The Bioethics of Clitoral "Reduction" Alone Is Questionable Enough. Now This?

Mon, 2010-06-21 14:59

Via an email tip from reader HW, Alice Dreger and Ellen K. Feder of The Hastings Center’s Bioethics Forum call out a… peculiar form of aftercare for children who’s parents have subjected them to surgery to correct clitorises that are “too large.” They’re talking about an article in the Journal of Urology from 2007 called “Nerve Sparing Ventral Clitoroplasty: Analysis of Clitoral Sensitivity and Viability” by Jennifer Yang, Diane Felsen, and Dix P. Poppas.

Dreger and Feder say

Writing in the typically dry, quantifying language of modern medicine, the authors report why they believe Poppas, a pediatric urologist at New York Presbyterian Hospital, Weill Medical College of Cornell University, has left a group of girls still able to have sexual sensation after he has removed parts of the girls’ clitorises. With parental consent, these girls’ clitorises have been cut down in size after the physician deemed these clitorises too big.

...

But we are not writing today to again bring attention to the surgeries themselves. Rather, we are writing to express our shock and concern over the follow-up examination techniques described in the 2007 article by Yang, Felsen, and Poppas. Indeed, when a colleague first alerted us to these follow-up exams – which involve Poppas stimulating the girls’ clitorises with vibrators while the girls, aged six and older, are conscious – we were so stunned that we did not believe it until we looked up his publications ourselves.

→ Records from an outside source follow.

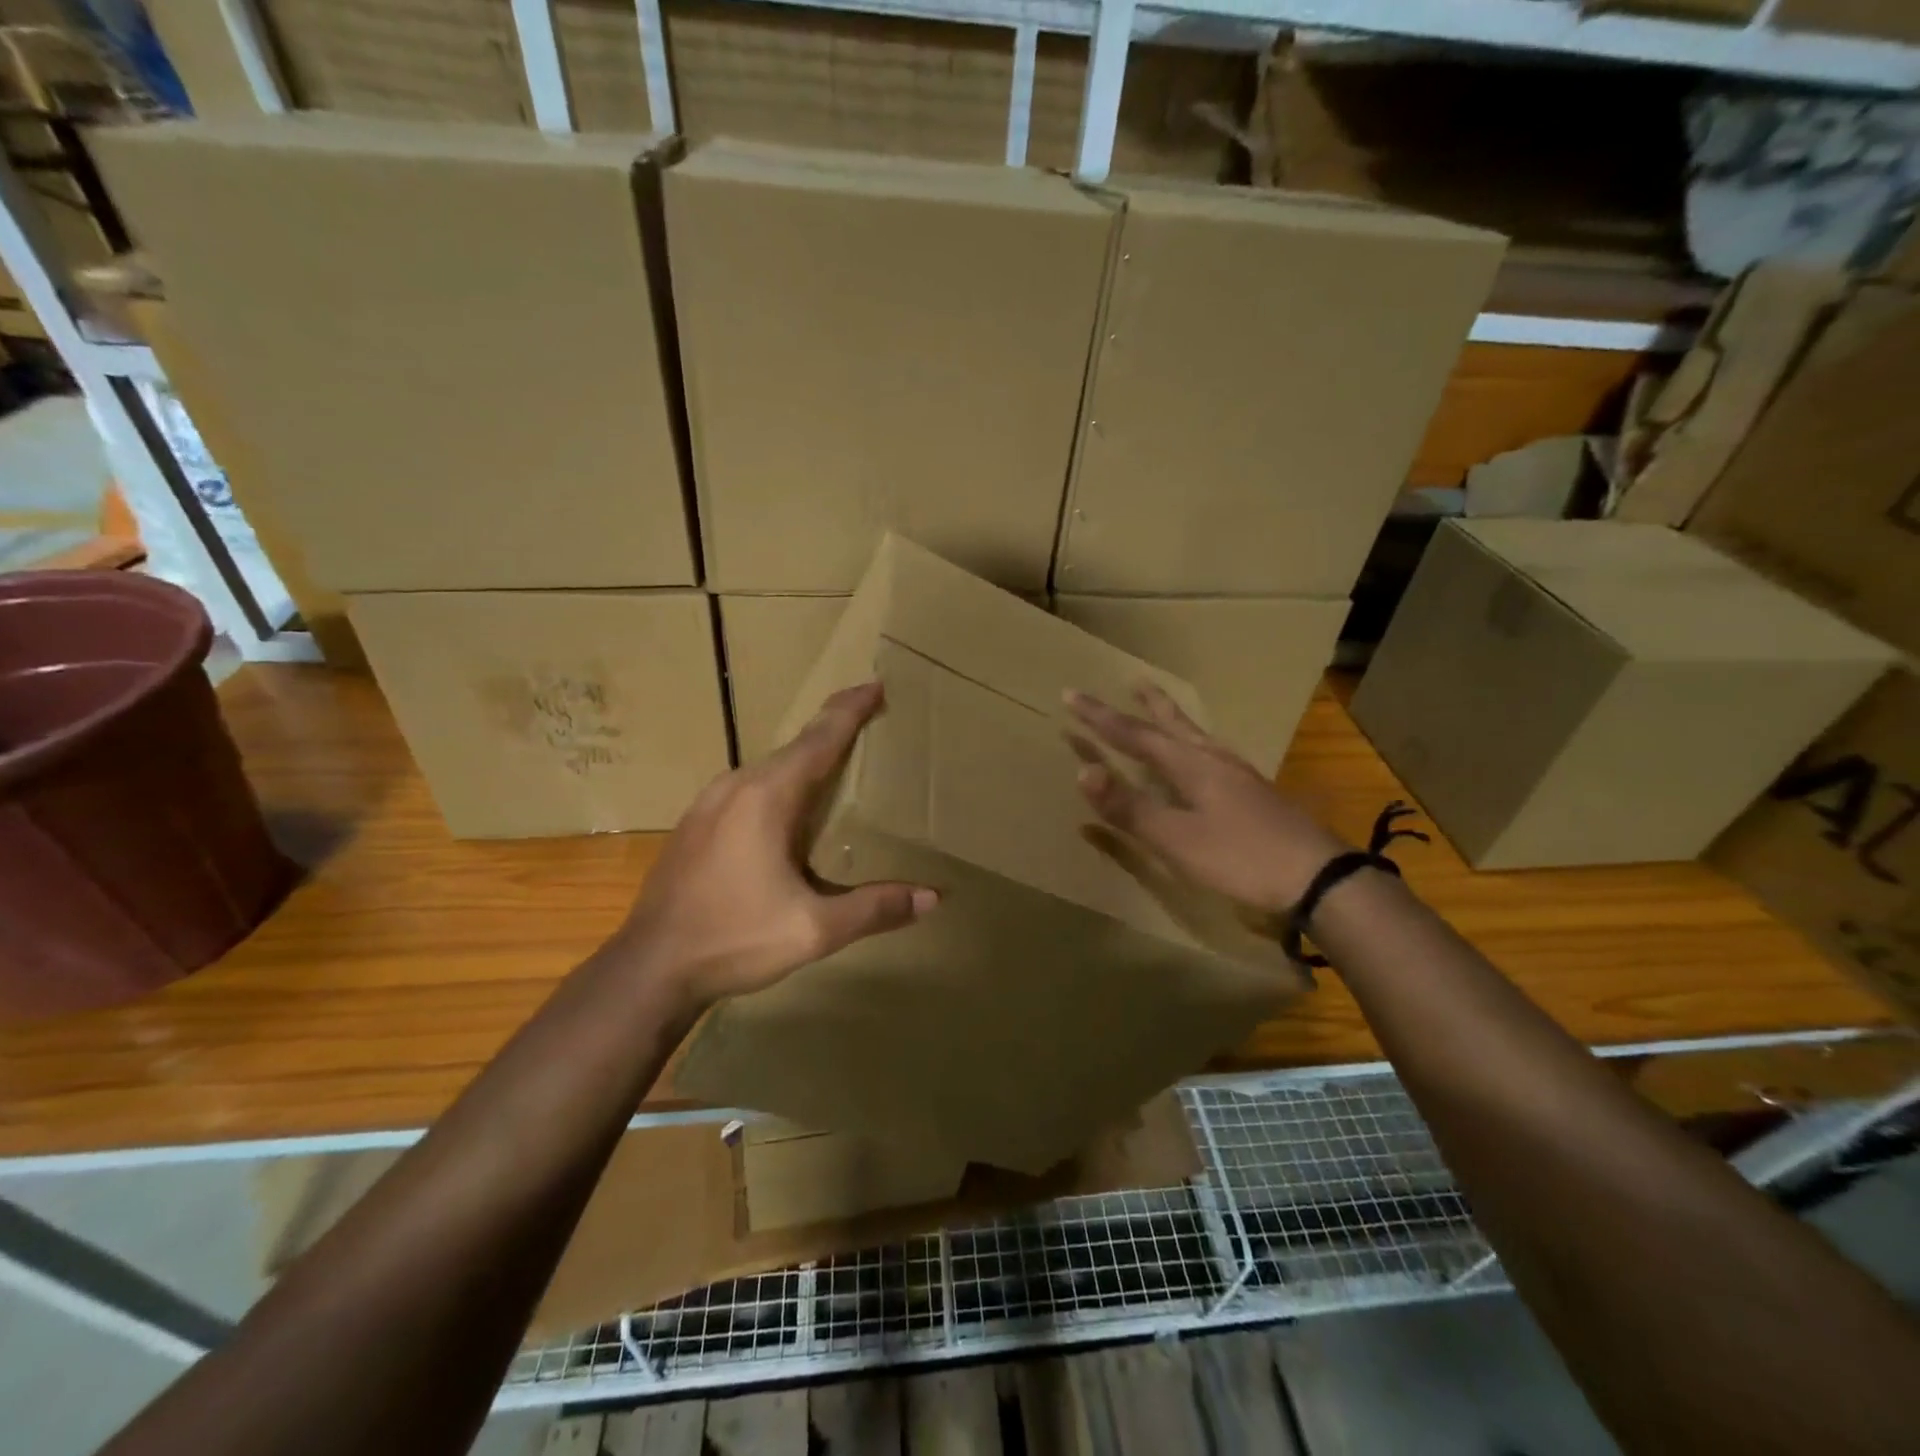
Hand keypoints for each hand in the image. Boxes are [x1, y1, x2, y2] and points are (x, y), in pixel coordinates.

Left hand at [611, 682, 936, 1008]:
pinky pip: (747, 787)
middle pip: (796, 747)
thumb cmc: (734, 939)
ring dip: (805, 758)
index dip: (850, 710)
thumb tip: (933, 897)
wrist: (649, 968)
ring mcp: (708, 802)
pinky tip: (787, 807)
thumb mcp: (814, 929)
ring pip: (769, 767)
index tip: (875, 684)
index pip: (820, 739)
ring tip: (836, 761)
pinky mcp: (694, 823)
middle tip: (868, 719)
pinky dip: (778, 782)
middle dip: (833, 729)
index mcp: (768, 796)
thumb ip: (874, 908)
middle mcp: (736, 786)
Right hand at [1066, 684, 1349, 913]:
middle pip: (1170, 724)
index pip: (1134, 734)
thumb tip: (1081, 772)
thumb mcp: (1177, 838)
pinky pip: (1211, 751)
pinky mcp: (1253, 791)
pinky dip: (1192, 740)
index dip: (1100, 717)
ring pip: (1195, 734)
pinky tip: (1202, 754)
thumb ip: (1130, 807)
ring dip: (1171, 717)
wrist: (1318, 876)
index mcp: (1190, 765)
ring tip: (1159, 704)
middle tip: (1130, 680)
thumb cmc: (1241, 858)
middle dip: (1142, 706)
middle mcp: (1213, 759)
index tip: (1071, 695)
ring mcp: (1237, 774)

Read the quote in context here.

They continue

Although we have tried, we have been unable to locate any other pediatric urologist who uses these techniques. Indeed, we doubt many would, because we think most would – as we do – find this technique to be impossible to justify as being in these girls’ best interests. We understand that these tests might produce generalized knowledge that shows whether Poppas’s techniques are better than some other surgeons’, but it isn’t clear to us how this kind of genital touching post-operatively is in individual patients’ best interests. If the testing shows a girl has lost sensation through the surgery, her lost clitoral tissue cannot be put back. However, the tests would seem to expose the girls to significant risk of psychological harm.

In the course of our inquiries, made in preparation for this publication, nearly all clinicians to whom we described Poppas’s “clitoral sensory testing and vibratory sensory testing” practices thought them so outrageous that they told us we must have the facts wrong.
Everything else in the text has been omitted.